Before I knew anything about psychotherapy, there was one film I returned to again and again to get me through the vicissitudes of life. That film is Bob Fosse’s Cabaret. It is a film I still lose myself in, and I must have watched it a hundred times, often whilst sitting alone in my room - oh the irony.
This year, the film is 50 years old and here is my love letter to it.
The story is a classic hero’s journey, a coming of age tale. A young man arrives in 1930s Berlin, and the herald of the story, the MC, announces a hypnotic call to action:
‘leave your troubles outside ... so life is disappointing? Forget it. In here life is beautiful, the girls are beautiful ... even the orchestra is beautiful.’
There's an intoxicating mix of intimacy and claustrophobia at the Kit Kat Klub with its circus-like mirrors, which reflect and distort Weimar Germany. On the streets, Nazi louts are calling for the creation of an Aryan Fatherland, whilst inside, Otto Dix misfits find comfort in the shadows, and companionship at the bottom of a schnapps glass.
Despite the flimsy sets and thrift shop allure, we witness the core strength of the dancers, who remind us not to underestimate their survivor instinct. And yet, for all its Dionysian bravado, it seems so fragile. We know of course, that these people will soon face their final curtain call, and that this world will be swept away.
Onto this shabby, twinkling stage, steps Sally Bowles, with her pierrot make-up, green nail varnish and Louise Brooks hair. When the orchestra starts, she turns it on like she means every word of it. Liza/Sally: all the trauma, all the abandonment, all the grief, it’s there, raw and real. The way she throws her head back, casting off the inner doubt, for a split second at least, and then that slight wobble in her intonation as she invites us ‘come to the Cabaret’.
Brian: You're American?
Sally : Oh God, how depressing! You're meant to think I'm an international woman of mystery. I’ve been working on it like mad.
Of course, the reality is prairie oysters in a toothbrush glass and a fur coat that ends up in a pawn shop, but Sally doesn’t let that get in the way of ‘divine decadence darling’. We all need a little magic in our lives. Brian certainly does.
Sally: Does my body drive you wild with desire?
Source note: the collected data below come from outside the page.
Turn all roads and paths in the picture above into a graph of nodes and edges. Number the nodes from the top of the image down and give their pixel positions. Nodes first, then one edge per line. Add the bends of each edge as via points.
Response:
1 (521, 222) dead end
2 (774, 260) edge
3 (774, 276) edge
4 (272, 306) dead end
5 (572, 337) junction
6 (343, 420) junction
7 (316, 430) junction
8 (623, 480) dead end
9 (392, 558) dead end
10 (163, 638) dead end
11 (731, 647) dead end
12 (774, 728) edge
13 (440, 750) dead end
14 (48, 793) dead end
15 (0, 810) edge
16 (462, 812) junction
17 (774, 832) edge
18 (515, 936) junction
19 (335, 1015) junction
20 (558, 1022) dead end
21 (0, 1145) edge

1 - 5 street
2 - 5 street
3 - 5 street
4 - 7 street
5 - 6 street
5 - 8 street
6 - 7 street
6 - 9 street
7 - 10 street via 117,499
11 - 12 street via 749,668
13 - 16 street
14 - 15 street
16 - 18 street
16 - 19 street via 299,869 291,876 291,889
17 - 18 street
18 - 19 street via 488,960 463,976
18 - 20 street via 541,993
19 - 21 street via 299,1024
Brian: ’It’s a very nice body.’
Call it synchronicity or predictability, but Sally alights on the one person who cannot give her what she needs, though they make a good try of it: ’it’s going to happen, happen sometime, maybe this time I’ll win.’
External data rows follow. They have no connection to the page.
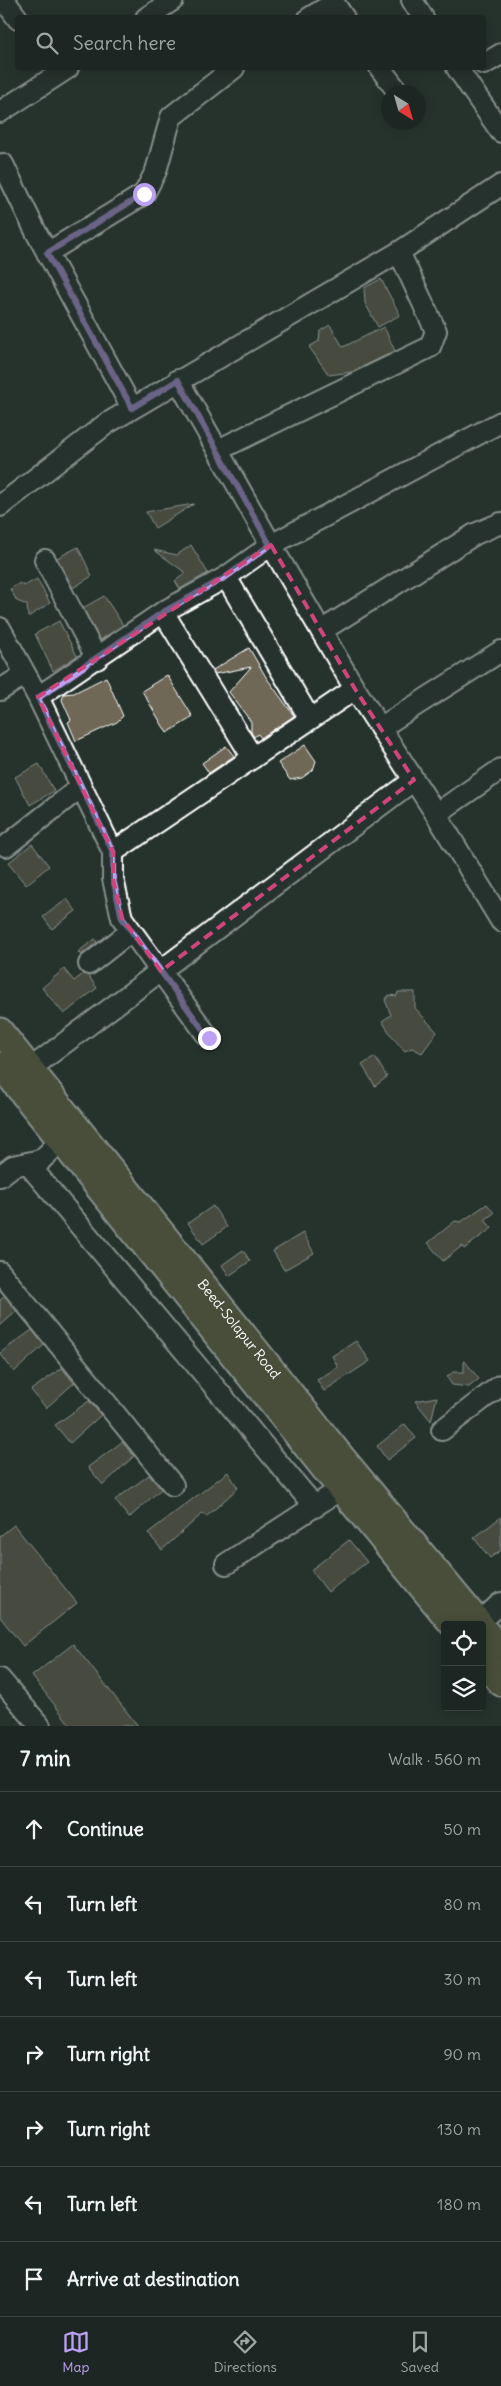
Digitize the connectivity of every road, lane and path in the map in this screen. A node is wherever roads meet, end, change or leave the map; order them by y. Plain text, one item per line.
1 (4, 0) edge
2 (173, 0) edge
3 (412, 0) edge
4 (15, 15) edge
5 (150, 15) edge
6 (314, 15) edge
7 (342, 15) edge
8 (421, 15) edge
9 (501, 54) edge
10 (486, 63) edge
11 (58, 70) edge
12 (231, 70) edge
13 (382, 70) edge
14 (466, 70) edge
15 (393, 85) edge
16 (0, 112) edge
17 (501, 132) edge
18 (1, 163) edge
19 (501, 185) edge
20 (399, 252) junction
21 (47, 253) junction
22 (178, 380) junction
23 (132, 408) junction
24 (501, 422) edge
25 (218, 450) junction
26 (0, 506) edge
27 (501, 523) edge
28 (270, 545) junction
29 (45, 560) dead end
30 (226, 577) junction
31 (163, 612) junction
32 (0, 628) edge
33 (321, 631) junction
34 (501, 651) edge
35 (97, 659) junction
36 (24, 675) junction
37 (355, 689) junction
38 (0, 690) edge
39 (38, 698) junction
40 (310, 719) junction
41 (380, 728) junction
42 (253, 758) junction
43 (501, 769) edge
44 (414, 780) junction
45 (81, 787) junction
46 (436, 814) junction
47 (6, 846) dead end
48 (113, 852) junction
49 (501, 921) edge
50 (131, 931) junction
51 (88, 964) dead end
52 (161, 971) junction
53 (0, 1031) edge
54 (209, 1038) dead end
55 (0, 1065) edge
56 (30, 1069) junction
57 (61, 1141) junction
58 (41, 1160) junction
59 (0, 1176) edge
60 (0, 1272) edge
61 (501, 1385) edge
62 (442, 1430) dead end
63 (173, 1485) dead end
64 (341, 1489) junction
65 (315, 1507) junction
66 (226, 1564) dead end
67 (501, 1604) edge
68 (450, 1621) edge
69 (478, 1621) edge
70 (485, 1621) edge
71 (486, 1631) edge
72 (501, 1650) edge
73 (486, 1665) edge
74 (0, 1679) edge
75 (501, 1683) edge
76 (40, 1726) edge

1 - 4 street
2 - 5 street
3 - 8 street
6 - 7 street
9 - 10 street
11 - 16 street
12 - 21 street
13 - 15 street
14 - 17 street
18 - 21 street
19 - 20 street
20 - 22 street
20 - 25 street
21 - 23 street
22 - 23 street
22 - 25 street
23 - 26 street
24 - 28 street
25 - 28 street
27 - 33 street
28 - 30 street
28 - 33 street
29 - 35 street
30 - 31 street
30 - 40 street
31 - 35 street
31 - 42 street
32 - 36 street
33 - 37 street
34 - 41 street
35 - 39 street
36 - 38 street
36 - 39 street
37 - 40 street
37 - 41 street
39 - 45 street
40 - 42 street
41 - 44 street
42 - 48 street
43 - 46 street
44 - 46 street
44 - 52 street
45 - 47 street
45 - 48 street
46 - 49 street
48 - 50 street
50 - 51 street
50 - 52 street
52 - 54 street
52 - 56 street
53 - 56 main road, Beed-Solapur Road
55 - 57 main road, Beed-Solapur Road
56 - 69 main road, Beed-Solapur Road
57 - 58 street
57 - 64 main road, Beed-Solapur Road
58 - 59 street
58 - 65 street
60 - 63 street
61 - 62 street
64 - 65 street
64 - 68 main road, Beed-Solapur Road
65 - 66 street
67 - 70 street
71 - 72 main road, Beed-Solapur Road
73 - 75 main road
74 - 76 street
And for a short while they are enough for each other, two fellow travellers, a little lost, their paths lit up by the twinkling lights of Berlin.
Sally’s inner-child, that awkward, unsure little girl who is desperate for love and approval, is always close to the surface though. When her defensive grandiosity becomes too much, Brian delivers a particularly cruel blow: ’Aren’t you ever gonna stop deluding yourself? ... Behaving like some ludicrous little underage femme fatale. You're about as 'fatale' as an after-dinner mint.’
Sally sees herself as an Aphrodite, the goddess of sex and passion, or perhaps a Persephone, the intriguing ingenue. But I see her more as an Artemis.
In the ancient world, Artemis was the goddess of hunting and the personification of feminine independence. In 1930s Berlin, this becomes a woman who is motivated by self-survival and street cunning. Artemis is associated with the night and liminal spaces. As is Sally, who seeks out the sooty darkness of a U-Bahn bridge; her screams unheard as a train clatters overhead.
In the myth of Artemis’ birth, the newly born goddess helps her mother deliver her twin brother Apollo and because of this she is also associated with fertility. I can’t help reflect on how in real life, Liza parented her own mother, Judy Garland. Apollo is associated with music and creativity. For a newly-born child to nurture all of that seems like an impossible task, and ultimately for Liza, it was.
Another Jungian interpretation of Cabaret is that it represents the clash between Dionysian energy and the forces of darkness. It is a story that has been told a thousand times. Brian could be Luke Skywalker, Sally, Hans Solo, the Nazis, the Galactic Empire. Think about it, it is all there.
Carl Jung associated the Nazis with the archetype of Wotan, a Germanic interpretation of Odin, the god of war, but this accredits Nazi ideology with a mythological glamour that is incorrect and lacking psychological rigour. The reality was that the Nazis were culturally and philosophically bankrupt. Their appropriation of humanistic traditions, a vulgar, shallow subversion that relied on popularist propaganda, personal greed and violence. Sounds familiar? In my mind Cabaret has never been more relevant, and a reminder not to take what we have for granted.